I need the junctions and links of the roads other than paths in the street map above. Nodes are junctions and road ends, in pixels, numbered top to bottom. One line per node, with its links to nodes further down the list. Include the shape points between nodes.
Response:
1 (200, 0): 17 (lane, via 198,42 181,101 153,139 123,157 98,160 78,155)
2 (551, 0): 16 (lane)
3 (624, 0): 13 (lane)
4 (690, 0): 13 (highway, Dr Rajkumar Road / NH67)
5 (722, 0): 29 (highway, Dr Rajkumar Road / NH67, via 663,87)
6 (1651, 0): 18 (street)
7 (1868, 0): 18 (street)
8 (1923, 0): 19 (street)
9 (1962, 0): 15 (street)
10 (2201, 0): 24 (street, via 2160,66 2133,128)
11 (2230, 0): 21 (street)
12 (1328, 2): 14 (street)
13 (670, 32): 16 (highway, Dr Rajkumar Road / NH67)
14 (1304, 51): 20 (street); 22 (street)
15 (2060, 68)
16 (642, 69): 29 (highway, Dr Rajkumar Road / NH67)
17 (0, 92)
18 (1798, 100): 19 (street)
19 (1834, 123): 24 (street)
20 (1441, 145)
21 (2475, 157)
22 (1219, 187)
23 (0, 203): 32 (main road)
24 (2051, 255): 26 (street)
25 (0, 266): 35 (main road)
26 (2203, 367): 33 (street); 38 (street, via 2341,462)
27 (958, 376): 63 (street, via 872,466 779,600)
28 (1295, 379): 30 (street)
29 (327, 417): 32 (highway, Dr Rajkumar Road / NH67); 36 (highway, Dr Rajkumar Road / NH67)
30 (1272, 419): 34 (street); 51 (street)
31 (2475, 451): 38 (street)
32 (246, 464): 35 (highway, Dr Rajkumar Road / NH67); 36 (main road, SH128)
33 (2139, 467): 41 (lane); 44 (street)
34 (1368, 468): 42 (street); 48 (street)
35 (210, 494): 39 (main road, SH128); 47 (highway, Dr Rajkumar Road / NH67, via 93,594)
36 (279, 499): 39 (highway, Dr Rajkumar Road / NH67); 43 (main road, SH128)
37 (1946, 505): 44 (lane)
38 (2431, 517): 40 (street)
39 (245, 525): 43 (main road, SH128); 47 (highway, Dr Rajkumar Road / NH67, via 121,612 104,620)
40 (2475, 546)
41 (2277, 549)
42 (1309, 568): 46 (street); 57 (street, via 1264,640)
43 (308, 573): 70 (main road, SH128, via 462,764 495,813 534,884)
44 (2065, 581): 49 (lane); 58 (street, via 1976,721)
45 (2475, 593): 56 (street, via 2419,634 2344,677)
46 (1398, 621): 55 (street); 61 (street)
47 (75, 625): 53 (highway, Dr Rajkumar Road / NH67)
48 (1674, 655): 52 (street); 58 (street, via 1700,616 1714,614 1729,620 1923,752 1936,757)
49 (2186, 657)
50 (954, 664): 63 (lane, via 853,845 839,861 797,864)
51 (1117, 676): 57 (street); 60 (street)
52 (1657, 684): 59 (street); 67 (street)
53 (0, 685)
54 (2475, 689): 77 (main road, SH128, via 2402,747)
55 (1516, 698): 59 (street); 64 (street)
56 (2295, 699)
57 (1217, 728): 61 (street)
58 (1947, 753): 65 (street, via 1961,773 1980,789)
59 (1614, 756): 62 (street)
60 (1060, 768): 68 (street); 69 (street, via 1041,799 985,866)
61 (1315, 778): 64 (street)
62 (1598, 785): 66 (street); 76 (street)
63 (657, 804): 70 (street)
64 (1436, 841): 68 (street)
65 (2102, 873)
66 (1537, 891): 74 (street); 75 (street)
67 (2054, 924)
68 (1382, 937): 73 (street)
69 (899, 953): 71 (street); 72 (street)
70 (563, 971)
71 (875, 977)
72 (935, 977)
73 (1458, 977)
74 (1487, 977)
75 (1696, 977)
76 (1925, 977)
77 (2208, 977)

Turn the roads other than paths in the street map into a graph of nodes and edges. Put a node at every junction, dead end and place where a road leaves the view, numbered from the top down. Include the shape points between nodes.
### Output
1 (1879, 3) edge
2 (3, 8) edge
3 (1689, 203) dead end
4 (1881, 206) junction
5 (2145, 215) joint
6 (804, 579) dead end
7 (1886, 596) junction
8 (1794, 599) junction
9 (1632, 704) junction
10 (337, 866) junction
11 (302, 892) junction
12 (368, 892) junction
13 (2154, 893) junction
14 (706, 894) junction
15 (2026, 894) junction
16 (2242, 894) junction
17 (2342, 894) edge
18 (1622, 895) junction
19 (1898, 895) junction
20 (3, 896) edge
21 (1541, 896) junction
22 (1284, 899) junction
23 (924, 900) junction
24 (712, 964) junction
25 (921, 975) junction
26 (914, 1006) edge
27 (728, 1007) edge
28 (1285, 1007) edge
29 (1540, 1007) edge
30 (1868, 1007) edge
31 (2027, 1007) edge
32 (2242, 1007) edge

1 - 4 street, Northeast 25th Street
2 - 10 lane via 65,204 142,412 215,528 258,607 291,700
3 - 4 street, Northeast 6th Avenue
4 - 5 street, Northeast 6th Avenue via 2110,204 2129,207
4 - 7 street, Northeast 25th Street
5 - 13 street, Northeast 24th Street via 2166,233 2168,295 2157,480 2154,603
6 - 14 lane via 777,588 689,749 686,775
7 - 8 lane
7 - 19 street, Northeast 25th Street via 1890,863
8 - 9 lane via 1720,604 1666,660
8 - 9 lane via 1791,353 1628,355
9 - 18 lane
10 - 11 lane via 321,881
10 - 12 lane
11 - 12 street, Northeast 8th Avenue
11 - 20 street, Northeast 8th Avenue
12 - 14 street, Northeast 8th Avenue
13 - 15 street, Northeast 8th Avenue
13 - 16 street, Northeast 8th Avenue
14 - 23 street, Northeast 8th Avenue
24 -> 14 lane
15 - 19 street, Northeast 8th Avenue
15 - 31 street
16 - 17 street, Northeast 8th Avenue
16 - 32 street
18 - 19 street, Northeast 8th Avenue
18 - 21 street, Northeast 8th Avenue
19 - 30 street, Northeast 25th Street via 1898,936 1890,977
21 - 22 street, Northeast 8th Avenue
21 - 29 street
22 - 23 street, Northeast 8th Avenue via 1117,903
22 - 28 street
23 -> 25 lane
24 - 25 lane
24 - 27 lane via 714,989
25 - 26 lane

○ ○ ○ ○

== Activity ==
Please transcribe the full listing exactly, down to the last line.

== Solution below ==
I need the junctions and links of the roads other than paths in the street map above. Nodes are junctions and road ends, in pixels, numbered top to bottom. One line per node, with its links to nodes further down the list. Include the shape points between nodes.
Response:
1 (200, 0): 17 (lane, via 198,42 181,101 153,139 123,157 98,160 78,155)
2 (551, 0): 16 (lane)
3 (624, 0): 13 (lane)
4 (690, 0): 13 (highway, Dr Rajkumar Road / NH67)
5 (722, 0): 29 (highway, Dr Rajkumar Road / NH67, via 663,87)
6 (1651, 0): 18 (street)
7 (1868, 0): 18 (street)
8 (1923, 0): 19 (street)
9 (1962, 0): 15 (street)
10 (2201, 0): 24 (street, via 2160,66 2133,128)
11 (2230, 0): 21 (street)
12 (1328, 2): 14 (street)
13 (670, 32): 16 (highway, Dr Rajkumar Road / NH67)
14 (1304, 51): 20 (street); 22 (street)
15 (2060, 68)
16 (642, 69): 29 (highway, Dr Rajkumar Road / NH67)
17 (0, 92)
18 (1798, 100): 19 (street)
19 (1834, 123): 24 (street)
20 (1441, 145)
21 (2475, 157)
22 (1219, 187)
23 (0, 203): 32 (main road)
24 (2051, 255): 26 (street)
25 (0, 266): 35 (main road)
26 (2203, 367): 33 (street); 38 (street, via 2341,462)
27 (958, 376): 63 (street, via 872,466 779,600)
28 (1295, 379): 30 (street)
29 (327, 417): 32 (highway, Dr Rajkumar Road / NH67); 36 (highway, Dr Rajkumar Road / NH67)
30 (1272, 419): 34 (street); 51 (street)
31 (2475, 451): 38 (street)
32 (246, 464): 35 (highway, Dr Rajkumar Road / NH67); 36 (main road, SH128)
33 (2139, 467): 41 (lane); 44 (street)
34 (1368, 468): 42 (street); 48 (street)
35 (210, 494): 39 (main road, SH128); 47 (highway, Dr Rajkumar Road / NH67, via 93,594)
36 (279, 499): 39 (highway, Dr Rajkumar Road / NH67); 43 (main road, SH128)
37 (1946, 505): 44 (lane)
38 (2431, 517): 40 (street)
39 (245, 525): 43 (main road, SH128); 47 (highway, Dr Rajkumar Road / NH67, via 121,612 104,620)
40 (2475, 546)
41 (2277, 549)
42 (1309, 568): 46 (street); 57 (street, via 1264,640)
43 (308, 573): 70 (main road, SH128, via 462,764 495,813 534,884)
44 (2065, 581): 49 (lane); 58 (street, via 1976,721)
45 (2475, 593): 56 (street, via 2419,634 2344,677)
46 (1398, 621): 55 (street); 61 (street)
47 (75, 625): 53 (highway, Dr Rajkumar Road / NH67)
48 (1674, 655): 52 (street); 58 (street, via 1700,616 1714,614 1729,620 1923,752 1936,757)
49 (2186, 657)
50 (954, 664): 63 (lane, via 853,845 839,861 797,864)
51 (1117, 676): 57 (street); 60 (street)
52 (1657, 684): 59 (street); 67 (street)
53 (0, 685)
54 (2475, 689): 77 (main road, SH128, via 2402,747)
55 (1516, 698): 59 (street); 64 (street)
56 (2295, 699)
57 (1217, 728): 61 (street)
58 (1947, 753): 65 (street, via 1961,773 1980,789)
59 (1614, 756): 62 (street)
60 (1060, 768): 68 (street); 69 (street, via 1041,799 985,866)
61 (1315, 778): 64 (street)
62 (1598, 785): 66 (street); 76 (street)
63 (657, 804): 70 (street)
64 (1436, 841): 68 (street)
65 (2102, 873)
66 (1537, 891): 74 (street); 75 (street)
67 (2054, 924)
68 (1382, 937): 73 (street)
69 (899, 953): 71 (street); 72 (street)
70 (563, 971)
71 (875, 977)
72 (935, 977)
73 (1458, 977)
74 (1487, 977)
75 (1696, 977)
76 (1925, 977)
77 (2208, 977)

Turn the roads other than paths in the street map into a graph of nodes and edges. Put a node at every junction, dead end and place where a road leaves the view, numbered from the top down. Include the shape points between nodes.
### Output
1 (1879, 3) edge
2 (3, 8) edge
3 (1689, 203) dead end
4 (1881, 206) junction
5 (2145, 215) joint
6 (804, 579) dead end
7 (1886, 596) junction
8 (1794, 599) junction
9 (1632, 704) junction
10 (337, 866) junction
11 (302, 892) junction
12 (368, 892) junction
13 (2154, 893) junction
14 (706, 894) junction
15 (2026, 894) junction
16 (2242, 894) junction
17 (2342, 894) edge
18 (1622, 895) junction
19 (1898, 895) junction
20 (3, 896) edge
21 (1541, 896) junction
22 (1284, 899) junction
23 (924, 900) junction
24 (712, 964) junction
25 (921, 975) junction
26 (914, 1006) edge
27 (728, 1007) edge
28 (1285, 1007) edge
29 (1540, 1007) edge
30 (1868, 1007) edge
31 (2027, 1007) edge
32 (2242, 1007) edge

1 - 4 street, Northeast 25th Street
2 - 10 lane via 65,204 142,412 215,528 258,607 291,700
3 - 4 street, Northeast 6th Avenue
4 - 5 street, Northeast 6th Avenue via 2110,204 2129,207
4 - 7 street, Northeast 25th Street
5 - 13 street, Northeast 24th Street via 2166,233 2168,295 2157,480 2154,603
6 - 14 lane via 777,588 689,749 686,775
7 - 8 lane
7 - 19 street, Northeast 25th Street via 1890,863
8 - 9 lane via 1720,604 1666,660
8 - 9 lane via 1791,353 1628,355
9 - 18 lane
10 - 11 lane via 321,881
10 - 12 lane
11 - 12 street, Northeast 8th Avenue
11 - 20 street, Northeast 8th Avenue
12 - 14 street, Northeast 8th Avenue
13 - 15 street, Northeast 8th Avenue
13 - 16 street, Northeast 8th Avenue
14 - 23 street, Northeast 8th Avenue
24 -> 14 lane
15 - 19 street, Northeast 8th Avenue
15 - 31 street
16 - 17 street, Northeast 8th Avenue
16 - 32 street
18 - 19 street, Northeast 8th Avenue
18 - 21 street, Northeast 8th Avenue
19 - 30 street, Northeast 25th Street via 1898,936 1890,977
21 - 22 street, Northeast 8th Avenue
21 - 29 street
22 - 23 street, Northeast 8th Avenue via 1117,903
22 - 28 street
23 -> 25 lane
24 - 25 lane
24 - 27 lane via 714,989
25 - 26 lane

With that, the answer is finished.